I also found that when the cords are stretched properly upon taking in a breath to start singing, that they will wrap themselves around the top of the column of air you created with that inhaled breath and then compress it. Compressed, the air will then come out at its own natural rate of speed without you having to control and manipulate your body in all kinds of unnatural ways to sustain the sound and/or to take you all the way through a phrase without feeling like you don’t have enough air to do it. I found out that proper diaphragmatic support is actually an end result of the vocal cords doing their job. If the cords and muscles and cartilages that control a new stretch for each and every pitch are working properly, then the diaphragm will automatically kick in.
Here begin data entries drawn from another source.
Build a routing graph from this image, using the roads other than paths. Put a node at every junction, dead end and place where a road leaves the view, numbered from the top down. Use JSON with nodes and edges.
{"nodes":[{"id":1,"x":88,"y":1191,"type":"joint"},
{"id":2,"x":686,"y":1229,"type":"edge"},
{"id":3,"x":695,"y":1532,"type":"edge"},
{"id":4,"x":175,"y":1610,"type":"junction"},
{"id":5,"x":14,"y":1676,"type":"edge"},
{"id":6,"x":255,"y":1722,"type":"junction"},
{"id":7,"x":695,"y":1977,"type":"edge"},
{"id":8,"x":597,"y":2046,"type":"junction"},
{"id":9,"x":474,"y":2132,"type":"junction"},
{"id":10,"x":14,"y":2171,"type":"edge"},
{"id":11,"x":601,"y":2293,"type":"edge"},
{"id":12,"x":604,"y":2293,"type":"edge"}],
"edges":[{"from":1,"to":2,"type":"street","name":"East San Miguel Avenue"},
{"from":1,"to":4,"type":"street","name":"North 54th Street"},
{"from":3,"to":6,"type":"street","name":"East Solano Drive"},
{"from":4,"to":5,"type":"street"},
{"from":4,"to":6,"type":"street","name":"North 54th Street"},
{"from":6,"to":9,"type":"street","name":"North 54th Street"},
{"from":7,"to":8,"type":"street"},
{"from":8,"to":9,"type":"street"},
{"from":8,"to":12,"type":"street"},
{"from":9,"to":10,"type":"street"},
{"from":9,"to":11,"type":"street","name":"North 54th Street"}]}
So I teach at the vocal cord level rather than focusing so much on the diaphragm unless I absolutely have to address this as an issue because of the amount of air you are inhaling in efforts to sing high notes. You can feel the power of the breath but not so with the cords. So your instinct tells you that how to sing high notes and hitting them well will happen if you just give those high notes enough air. But if you give those cords too much air and they can’t control the amount, they are going to open up too wide, thereby creating a different size stretch. That different size stretch, the wider one, will land flat on the note and you will be completely off pitch. It is a fact that the higher up you go when singing a song, the less air you need and not the opposite — which is completely counterintuitive and takes repetitive practice before being able to wrap your brain around that concept.
In my research, I read a book that listed 100 different ways to take in air and breathe. But when it came to singing, there is only one – only one way to take in the air. You must take it in through the mouth and not the nose and you can’t take it in so deeply that it makes you have to squeeze it to try to control the amount of air and sound coming out, or otherwise wind up blowing it all out because the amount is that uncontrollable. Either way, it’s just too much air and it is not how to sing high notes. In this case, less is more. Learning exactly how can be tricky. But I can tell you this: learn how to master the art of the inhale and that is the greatest tip you will ever get for singing high notes – and — always remember this: less is more. Yes tricky, very tricky. However, when you do learn how, every single thing when it comes to singing your songs will be so much easier that it will make you wonder if this can really be singing.
And the very best tip I have to offer any singer seeking to increase their range by learning how to sing high notes and sing them correctly (while also learning how to sing the low) is to find a skilled teacher that is a right fit for you. It may take some time trying out different teachers before you do, but I can guarantee that your search for that teacher will be well worth it.